I think, sure, while Russia is fighting in Ukraine, they would really struggle to attack elsewhere.

But were they to win, which is not that hard to imagine, they would suddenly have a war-time economy and suddenly able to move troops to another border. Russia is always making threats, most recently Putin said at a Russian Economic Forum that "wherever a Russian soldier's boot stood, belongs to Russia".

As for fearing NATO... Russia was always good at salami tactics: take a slice and back off before backlash mounts. If they helped themselves to Estonia, say, over 48 hours, would the US, UK and France send nukes? Send much at all? Possibly not, and Putin knows it.

None of it pertains to the "when" question, but I can easily imagine circumstances where it happens.

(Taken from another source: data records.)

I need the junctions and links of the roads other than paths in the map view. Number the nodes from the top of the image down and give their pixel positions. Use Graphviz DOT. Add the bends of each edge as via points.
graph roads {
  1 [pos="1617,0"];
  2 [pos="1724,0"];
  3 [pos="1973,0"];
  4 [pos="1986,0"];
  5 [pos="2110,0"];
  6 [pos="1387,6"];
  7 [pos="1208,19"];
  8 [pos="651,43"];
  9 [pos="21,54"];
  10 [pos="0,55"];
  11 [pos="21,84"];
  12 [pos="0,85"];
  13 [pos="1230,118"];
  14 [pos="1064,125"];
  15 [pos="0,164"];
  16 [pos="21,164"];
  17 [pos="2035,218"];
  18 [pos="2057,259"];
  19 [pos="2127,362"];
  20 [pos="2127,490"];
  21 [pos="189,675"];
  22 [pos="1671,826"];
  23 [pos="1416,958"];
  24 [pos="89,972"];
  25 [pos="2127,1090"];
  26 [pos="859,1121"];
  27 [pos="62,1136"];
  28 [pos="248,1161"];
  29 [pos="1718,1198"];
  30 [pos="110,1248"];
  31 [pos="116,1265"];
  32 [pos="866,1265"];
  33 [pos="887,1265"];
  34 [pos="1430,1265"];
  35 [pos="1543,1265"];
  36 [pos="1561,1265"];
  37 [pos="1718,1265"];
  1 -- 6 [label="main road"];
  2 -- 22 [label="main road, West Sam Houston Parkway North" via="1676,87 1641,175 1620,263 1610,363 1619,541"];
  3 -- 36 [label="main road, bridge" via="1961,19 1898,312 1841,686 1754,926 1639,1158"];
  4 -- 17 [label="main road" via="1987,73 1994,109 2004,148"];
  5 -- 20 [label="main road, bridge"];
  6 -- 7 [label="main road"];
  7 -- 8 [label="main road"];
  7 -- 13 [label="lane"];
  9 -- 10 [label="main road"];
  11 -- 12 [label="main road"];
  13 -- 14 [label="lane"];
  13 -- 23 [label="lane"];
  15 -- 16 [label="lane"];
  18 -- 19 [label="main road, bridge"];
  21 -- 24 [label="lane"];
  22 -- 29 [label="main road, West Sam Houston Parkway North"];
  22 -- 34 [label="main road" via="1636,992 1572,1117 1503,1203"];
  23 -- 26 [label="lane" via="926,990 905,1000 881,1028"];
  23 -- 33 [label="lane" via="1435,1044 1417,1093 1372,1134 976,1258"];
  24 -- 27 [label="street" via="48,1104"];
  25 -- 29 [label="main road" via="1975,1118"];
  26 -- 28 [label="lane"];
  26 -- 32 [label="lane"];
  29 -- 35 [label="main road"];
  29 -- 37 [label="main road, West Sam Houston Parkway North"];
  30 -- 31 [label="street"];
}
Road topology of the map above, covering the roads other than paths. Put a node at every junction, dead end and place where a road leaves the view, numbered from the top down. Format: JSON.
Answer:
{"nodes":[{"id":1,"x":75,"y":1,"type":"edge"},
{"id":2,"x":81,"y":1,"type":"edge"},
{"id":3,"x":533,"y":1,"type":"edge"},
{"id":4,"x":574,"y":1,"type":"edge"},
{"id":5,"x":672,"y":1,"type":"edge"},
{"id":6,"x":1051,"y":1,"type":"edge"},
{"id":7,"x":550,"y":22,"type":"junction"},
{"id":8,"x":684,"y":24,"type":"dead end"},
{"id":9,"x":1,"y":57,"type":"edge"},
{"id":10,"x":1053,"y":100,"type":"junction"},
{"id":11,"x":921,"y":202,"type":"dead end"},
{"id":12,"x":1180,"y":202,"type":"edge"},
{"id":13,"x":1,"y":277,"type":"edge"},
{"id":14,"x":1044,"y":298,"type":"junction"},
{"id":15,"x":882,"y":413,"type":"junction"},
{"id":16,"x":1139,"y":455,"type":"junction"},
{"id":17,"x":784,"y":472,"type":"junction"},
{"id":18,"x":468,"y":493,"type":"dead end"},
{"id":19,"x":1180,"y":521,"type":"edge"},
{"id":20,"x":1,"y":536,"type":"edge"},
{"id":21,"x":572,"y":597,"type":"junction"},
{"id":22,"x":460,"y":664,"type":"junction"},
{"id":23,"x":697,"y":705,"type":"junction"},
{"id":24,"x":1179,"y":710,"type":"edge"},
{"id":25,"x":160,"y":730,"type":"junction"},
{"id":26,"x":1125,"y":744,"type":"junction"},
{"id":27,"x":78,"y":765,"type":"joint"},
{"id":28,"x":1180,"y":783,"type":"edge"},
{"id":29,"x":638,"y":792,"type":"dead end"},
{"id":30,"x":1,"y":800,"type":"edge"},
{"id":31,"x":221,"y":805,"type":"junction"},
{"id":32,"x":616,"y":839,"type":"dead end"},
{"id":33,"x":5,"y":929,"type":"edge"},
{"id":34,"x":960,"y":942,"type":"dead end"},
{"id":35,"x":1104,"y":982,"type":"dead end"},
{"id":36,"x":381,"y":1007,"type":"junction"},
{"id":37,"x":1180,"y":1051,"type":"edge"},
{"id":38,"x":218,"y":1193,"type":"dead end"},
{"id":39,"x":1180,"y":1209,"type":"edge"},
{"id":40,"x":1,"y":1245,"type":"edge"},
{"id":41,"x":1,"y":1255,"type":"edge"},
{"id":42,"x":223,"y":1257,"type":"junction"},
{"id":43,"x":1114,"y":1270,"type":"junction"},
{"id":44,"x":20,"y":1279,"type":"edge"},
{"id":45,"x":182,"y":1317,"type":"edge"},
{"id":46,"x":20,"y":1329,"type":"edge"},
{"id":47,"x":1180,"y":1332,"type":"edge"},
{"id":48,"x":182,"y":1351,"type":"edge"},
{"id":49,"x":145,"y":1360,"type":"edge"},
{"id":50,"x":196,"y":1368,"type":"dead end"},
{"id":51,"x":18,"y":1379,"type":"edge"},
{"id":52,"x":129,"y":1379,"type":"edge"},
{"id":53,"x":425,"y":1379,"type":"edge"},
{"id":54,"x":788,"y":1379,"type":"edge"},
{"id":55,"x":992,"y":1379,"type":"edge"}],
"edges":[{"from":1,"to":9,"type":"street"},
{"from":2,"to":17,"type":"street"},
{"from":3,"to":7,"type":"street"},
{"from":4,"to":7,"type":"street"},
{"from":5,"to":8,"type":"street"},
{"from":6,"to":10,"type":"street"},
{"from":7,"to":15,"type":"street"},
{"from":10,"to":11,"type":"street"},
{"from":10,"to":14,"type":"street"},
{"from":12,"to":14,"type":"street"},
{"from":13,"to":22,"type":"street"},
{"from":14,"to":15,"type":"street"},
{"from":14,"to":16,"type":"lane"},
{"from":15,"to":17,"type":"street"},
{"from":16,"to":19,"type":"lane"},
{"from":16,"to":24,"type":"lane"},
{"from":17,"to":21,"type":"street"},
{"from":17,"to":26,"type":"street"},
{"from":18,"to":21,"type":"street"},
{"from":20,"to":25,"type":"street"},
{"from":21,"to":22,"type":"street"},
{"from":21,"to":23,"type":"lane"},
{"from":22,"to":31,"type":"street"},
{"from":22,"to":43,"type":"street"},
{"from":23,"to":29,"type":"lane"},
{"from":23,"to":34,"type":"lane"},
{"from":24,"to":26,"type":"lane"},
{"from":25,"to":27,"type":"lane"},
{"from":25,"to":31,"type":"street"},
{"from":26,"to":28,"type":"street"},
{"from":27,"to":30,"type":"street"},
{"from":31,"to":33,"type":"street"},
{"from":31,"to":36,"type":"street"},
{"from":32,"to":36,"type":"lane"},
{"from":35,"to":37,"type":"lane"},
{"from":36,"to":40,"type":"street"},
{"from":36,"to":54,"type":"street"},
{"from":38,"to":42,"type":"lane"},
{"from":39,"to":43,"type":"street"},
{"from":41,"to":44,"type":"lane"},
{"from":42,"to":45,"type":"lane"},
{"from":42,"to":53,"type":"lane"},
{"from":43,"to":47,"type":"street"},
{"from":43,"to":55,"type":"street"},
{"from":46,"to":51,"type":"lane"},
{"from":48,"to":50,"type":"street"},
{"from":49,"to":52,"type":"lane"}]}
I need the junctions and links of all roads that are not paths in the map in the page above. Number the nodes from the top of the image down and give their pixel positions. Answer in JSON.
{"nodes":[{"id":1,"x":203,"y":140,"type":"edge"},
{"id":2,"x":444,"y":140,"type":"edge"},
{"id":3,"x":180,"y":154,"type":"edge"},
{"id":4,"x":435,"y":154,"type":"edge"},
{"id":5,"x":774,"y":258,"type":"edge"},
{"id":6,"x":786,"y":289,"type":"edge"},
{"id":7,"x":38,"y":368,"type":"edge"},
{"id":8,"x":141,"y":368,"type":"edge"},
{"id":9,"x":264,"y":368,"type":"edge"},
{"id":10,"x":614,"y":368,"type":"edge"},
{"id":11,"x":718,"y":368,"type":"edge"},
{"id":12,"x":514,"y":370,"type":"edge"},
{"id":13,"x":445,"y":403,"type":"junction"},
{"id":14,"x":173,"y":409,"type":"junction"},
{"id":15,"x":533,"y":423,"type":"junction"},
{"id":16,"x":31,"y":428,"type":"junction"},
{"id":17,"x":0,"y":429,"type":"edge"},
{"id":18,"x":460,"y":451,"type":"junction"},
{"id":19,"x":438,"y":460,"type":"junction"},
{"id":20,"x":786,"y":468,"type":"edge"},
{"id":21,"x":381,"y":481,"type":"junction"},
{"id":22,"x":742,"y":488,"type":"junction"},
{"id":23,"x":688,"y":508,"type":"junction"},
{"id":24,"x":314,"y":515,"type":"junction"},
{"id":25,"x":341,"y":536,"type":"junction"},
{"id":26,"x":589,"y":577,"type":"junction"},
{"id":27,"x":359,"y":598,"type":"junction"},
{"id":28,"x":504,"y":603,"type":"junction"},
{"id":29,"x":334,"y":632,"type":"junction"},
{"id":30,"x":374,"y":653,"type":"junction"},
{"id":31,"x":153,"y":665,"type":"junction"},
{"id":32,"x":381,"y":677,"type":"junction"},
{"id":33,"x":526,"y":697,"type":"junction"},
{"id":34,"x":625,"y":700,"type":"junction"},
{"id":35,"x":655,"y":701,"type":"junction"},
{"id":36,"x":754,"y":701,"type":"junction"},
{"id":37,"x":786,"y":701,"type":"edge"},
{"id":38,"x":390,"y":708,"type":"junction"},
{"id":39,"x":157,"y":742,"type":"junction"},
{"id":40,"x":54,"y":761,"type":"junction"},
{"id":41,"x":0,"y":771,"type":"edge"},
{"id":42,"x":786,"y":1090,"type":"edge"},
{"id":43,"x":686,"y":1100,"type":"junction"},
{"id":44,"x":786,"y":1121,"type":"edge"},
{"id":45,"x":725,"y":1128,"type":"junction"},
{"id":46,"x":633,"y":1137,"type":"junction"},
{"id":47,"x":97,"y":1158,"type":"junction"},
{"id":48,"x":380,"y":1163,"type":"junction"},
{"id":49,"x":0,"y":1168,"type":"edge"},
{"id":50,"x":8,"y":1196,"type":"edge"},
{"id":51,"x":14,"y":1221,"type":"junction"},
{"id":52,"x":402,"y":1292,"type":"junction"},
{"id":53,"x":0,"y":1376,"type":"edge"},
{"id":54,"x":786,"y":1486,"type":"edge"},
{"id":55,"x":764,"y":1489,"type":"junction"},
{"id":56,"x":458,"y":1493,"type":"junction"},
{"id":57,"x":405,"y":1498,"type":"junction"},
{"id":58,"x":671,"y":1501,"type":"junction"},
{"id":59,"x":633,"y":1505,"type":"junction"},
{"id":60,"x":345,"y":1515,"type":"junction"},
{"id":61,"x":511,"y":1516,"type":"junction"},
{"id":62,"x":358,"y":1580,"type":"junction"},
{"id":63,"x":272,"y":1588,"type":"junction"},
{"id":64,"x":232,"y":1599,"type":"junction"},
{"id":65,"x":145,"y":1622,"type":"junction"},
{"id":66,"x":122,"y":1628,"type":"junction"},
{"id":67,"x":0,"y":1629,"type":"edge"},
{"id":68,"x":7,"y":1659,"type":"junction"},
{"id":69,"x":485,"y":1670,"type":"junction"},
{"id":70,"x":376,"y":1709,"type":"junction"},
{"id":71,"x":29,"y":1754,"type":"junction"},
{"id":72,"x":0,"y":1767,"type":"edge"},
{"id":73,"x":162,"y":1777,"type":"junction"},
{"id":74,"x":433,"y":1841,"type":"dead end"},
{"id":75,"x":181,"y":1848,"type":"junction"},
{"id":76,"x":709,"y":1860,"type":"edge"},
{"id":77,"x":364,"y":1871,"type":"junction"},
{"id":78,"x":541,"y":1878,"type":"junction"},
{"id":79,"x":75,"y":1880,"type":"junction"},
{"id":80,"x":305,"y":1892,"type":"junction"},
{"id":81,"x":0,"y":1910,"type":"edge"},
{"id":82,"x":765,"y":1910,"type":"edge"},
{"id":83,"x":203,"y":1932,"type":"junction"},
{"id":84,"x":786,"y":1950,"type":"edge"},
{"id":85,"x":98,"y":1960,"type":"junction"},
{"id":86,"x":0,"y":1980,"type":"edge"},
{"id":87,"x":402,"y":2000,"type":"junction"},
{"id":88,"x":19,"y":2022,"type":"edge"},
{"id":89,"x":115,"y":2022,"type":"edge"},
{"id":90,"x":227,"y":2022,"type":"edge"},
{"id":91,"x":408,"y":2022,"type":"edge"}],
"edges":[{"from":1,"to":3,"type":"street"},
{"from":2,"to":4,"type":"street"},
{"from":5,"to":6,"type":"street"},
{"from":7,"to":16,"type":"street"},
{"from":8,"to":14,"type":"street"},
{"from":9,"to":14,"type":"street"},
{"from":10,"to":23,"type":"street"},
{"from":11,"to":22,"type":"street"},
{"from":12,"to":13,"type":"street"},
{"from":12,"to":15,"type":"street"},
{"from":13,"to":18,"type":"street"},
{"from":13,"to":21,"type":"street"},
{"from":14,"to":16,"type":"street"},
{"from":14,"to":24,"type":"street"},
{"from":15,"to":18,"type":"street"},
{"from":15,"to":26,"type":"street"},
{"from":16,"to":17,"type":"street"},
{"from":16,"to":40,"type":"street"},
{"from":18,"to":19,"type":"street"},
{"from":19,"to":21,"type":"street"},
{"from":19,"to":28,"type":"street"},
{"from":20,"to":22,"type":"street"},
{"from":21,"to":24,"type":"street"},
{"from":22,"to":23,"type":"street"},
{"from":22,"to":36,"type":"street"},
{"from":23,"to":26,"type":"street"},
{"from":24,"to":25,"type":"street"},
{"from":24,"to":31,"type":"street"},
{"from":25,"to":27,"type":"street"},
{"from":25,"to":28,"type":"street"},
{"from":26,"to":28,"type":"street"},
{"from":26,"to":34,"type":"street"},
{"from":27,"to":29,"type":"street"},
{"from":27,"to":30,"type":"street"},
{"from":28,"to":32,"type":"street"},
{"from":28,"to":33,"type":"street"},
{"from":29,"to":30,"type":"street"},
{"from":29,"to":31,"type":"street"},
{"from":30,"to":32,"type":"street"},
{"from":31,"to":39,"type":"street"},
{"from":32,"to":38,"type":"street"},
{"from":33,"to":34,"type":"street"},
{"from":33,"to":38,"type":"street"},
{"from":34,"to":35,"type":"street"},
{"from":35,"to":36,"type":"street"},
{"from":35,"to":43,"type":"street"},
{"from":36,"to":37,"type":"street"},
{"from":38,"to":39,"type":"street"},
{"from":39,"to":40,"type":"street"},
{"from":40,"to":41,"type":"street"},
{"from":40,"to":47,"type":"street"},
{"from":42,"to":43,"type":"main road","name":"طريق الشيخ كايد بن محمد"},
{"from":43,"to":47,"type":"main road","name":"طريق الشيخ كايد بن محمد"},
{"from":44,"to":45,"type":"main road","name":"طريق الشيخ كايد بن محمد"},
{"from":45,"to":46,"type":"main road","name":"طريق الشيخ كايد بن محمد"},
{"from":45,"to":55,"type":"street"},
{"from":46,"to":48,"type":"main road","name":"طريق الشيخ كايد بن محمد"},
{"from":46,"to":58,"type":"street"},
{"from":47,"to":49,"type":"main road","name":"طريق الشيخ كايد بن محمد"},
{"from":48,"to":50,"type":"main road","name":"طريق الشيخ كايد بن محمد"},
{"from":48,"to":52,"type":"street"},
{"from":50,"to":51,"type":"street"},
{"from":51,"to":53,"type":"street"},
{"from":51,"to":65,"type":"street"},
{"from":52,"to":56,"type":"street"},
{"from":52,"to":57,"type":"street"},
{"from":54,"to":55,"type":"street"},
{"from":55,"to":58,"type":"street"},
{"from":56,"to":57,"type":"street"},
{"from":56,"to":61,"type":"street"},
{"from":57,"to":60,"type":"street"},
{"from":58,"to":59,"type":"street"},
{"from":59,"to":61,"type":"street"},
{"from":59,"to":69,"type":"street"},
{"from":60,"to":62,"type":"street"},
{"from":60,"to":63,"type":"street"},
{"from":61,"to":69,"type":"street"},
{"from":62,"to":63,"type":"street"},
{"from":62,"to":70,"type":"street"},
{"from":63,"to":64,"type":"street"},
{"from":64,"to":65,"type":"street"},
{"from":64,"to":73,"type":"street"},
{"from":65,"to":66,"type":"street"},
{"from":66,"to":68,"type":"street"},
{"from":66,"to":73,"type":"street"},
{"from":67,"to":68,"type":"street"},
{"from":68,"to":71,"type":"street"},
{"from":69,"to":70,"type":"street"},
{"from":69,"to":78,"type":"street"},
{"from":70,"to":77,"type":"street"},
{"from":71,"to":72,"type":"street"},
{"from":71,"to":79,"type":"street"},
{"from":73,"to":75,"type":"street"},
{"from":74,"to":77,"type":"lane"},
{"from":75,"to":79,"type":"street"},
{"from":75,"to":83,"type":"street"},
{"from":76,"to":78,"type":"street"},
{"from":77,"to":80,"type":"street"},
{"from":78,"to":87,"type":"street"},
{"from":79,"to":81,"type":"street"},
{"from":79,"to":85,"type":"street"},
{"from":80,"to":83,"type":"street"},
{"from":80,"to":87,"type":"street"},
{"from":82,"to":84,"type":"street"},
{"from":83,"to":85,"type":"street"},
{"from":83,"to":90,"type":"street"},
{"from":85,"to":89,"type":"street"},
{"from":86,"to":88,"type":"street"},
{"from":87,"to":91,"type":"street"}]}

  • > If they helped themselves to Estonia, say, over 48 hours, would the US, UK and France send nukes? Send much at all? Possibly not, and Putin knows it.

    They clearly wouldn't send nukes but Russian forces would still be destroyed by conventional means. Ukraine has shown that the Russian air force is weak and poorly supplied (see how the US or Israel operate from the air while Russia sends in ground troops almost immediately) so would lose air control very quickly and then be carpet bombed.

    Russia is good at making threats but reality is different. In general, the really powerful don't need to make big threats all the time because they are both confident of their strengths and they know the opposition is fully aware of them, too. Putin threatens nuclear armageddon all the time because, really, that's all he has to appear strong.

I don't think Finland and Sweden would have joined NATO if this were just a pan-European power grab. They want to be separate countries. They joined because they genuinely believe that Putin has his eye on them.

That would be insane, but Putin is taking his playbook from the Cold War "madman" theory. He wants you to be guessing, which scatters your attention and misdirects your forces.

The Soviet Union engaged in plenty of proxy wars with the West, but they always avoided engaging directly with Western Europe. Putin has upped the ante by attacking Ukraine, which the West considers an ally and was moving towards a formal alliance.

That puts the madman theory in play. He makes rhetorical feints at Scandinavia. He knows the West won't ignore them, because they don't know if he's kidding.

I concur that the UK is just sucking up to the US here. The US has become a very unreliable partner and Europe needs to find a way to mollify it while they figure out how they can deal with Putin's continuous needling by themselves.

  • "Putin has an eye on Sweden" does not pass the most basic smell test, now even less than during the Cold War...

    My take is that Sweden wanted to abandon its historical neutrality formally to fully join the rest of the "group" but needed something to make the public agree.

    > which the West considers an ally and was moving towards a formal alliance.

    No, Ukraine was not an ally and was not going to join NATO.

    No-one even wanted Ukraine in the EU because it is so sht (dubbed the most corrupt country in Europe) before the Russian (re-)invasion and now, somehow, it should be fastracked...

    This is all the usual murky, dodgy dealings in geopolitics but Europeans have lost their "nose" for propaganda in the media, especially in the West where there is no such thing, right?

    > because they don't know if he's kidding*

    We know exactly what their strengths and our strengths are, and they know them, too. Russia is not going to invade the EU/NATO anymore than during the USSR times. Basic common sense, again.

    • > "Putin has an eye on Sweden" does not pass the most basic smell test, now even less than during the Cold War...

      It does pass. Invading the Swedish island of Gotland would cut off air and sea routes to the Baltics, while a ground move against the Suwalki gap between Poland and Lithuania would sever land routes. Map: https://warsawinstitute.org/wp-content/uploads/2019/12/Balti... Keep in mind that Belarus should also be marked in red, because it hosts Russian forces and allows them free passage.

      It is one of the most obvious hostile moves against the EU and NATO, and Europe clearly doesn't have the means nor the will to launch a major war to liberate the countries. Everything hinges on the US, and we all know the state of things there.